TASK DETAILS: Nothing in the data should be left out, so repeat it all exactly.
Segment Start: SOURCE MATERIAL
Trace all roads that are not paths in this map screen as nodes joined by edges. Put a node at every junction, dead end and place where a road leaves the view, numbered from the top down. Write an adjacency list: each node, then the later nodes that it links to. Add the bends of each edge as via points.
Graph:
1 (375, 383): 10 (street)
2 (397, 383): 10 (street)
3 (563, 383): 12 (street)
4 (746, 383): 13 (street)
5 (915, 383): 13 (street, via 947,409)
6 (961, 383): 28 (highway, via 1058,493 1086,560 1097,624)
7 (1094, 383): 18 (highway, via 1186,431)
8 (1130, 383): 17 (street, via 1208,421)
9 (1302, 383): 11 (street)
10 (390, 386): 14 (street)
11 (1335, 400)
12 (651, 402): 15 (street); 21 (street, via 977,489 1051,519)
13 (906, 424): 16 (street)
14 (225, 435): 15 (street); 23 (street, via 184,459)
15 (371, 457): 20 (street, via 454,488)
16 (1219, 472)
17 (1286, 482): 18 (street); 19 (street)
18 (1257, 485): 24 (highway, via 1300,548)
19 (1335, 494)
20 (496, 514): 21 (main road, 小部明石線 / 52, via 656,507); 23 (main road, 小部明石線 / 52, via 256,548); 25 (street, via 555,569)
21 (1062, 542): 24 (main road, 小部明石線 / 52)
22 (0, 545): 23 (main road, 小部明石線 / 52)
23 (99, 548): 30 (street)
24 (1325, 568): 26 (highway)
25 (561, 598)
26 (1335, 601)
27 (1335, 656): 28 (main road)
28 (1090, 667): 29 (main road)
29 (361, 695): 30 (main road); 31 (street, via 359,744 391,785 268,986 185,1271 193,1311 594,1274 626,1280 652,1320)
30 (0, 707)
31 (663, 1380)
Segment End: SOURCE MATERIAL
TASK ANSWER:
Trace all roads that are not paths in this map screen as nodes joined by edges. Put a node at every junction, dead end and place where a road leaves the view, numbered from the top down. Write an adjacency list: each node, then the later nodes that it links to. Add the bends of each edge as via points.
Graph:
1 (375, 383): 10 (street)
2 (397, 383): 10 (street)
3 (563, 383): 12 (street)
4 (746, 383): 13 (street)
5 (915, 383): 13 (street, via 947,409)
6 (961, 383): 28 (highway, via 1058,493 1086,560 1097,624)
7 (1094, 383): 18 (highway, via 1186,431)
8 (1130, 383): 17 (street, via 1208,421)
9 (1302, 383): 11 (street)
10 (390, 386): 14 (street)
11 (1335, 400)
12 (651, 402): 15 (street); 21 (street, via 977,489 1051,519)
13 (906, 424): 16 (street)
14 (225, 435): 15 (street); 23 (street, via 184,459)
15 (371, 457): 20 (street, via 454,488)
16 (1219, 472)
17 (1286, 482): 18 (street); 19 (street)
18 (1257, 485): 24 (highway, via 1300,548)
19 (1335, 494)
20 (496, 514): 21 (main road, 小部明石線 / 52, via 656,507); 23 (main road, 小部明石線 / 52, via 256,548); 25 (street, via 555,569)
21 (1062, 542): 24 (main road, 小部明石線 / 52)
22 (0, 545): 23 (main road, 小部明石線 / 52)
23 (99, 548): 30 (street)
24 (1325, 568): 26 (highway)
25 (561, 598)
26 (1335, 601)
27 (1335, 656): 28 (main road)
28 (1090, 667): 29 (main road)
29 (361, 695): 30 (main road); 31 (street, via 359,744 391,785 268,986 185,1271 193,1311 594,1274 626,1280 652,1320)
30 (0, 707)
31 (663, 1380)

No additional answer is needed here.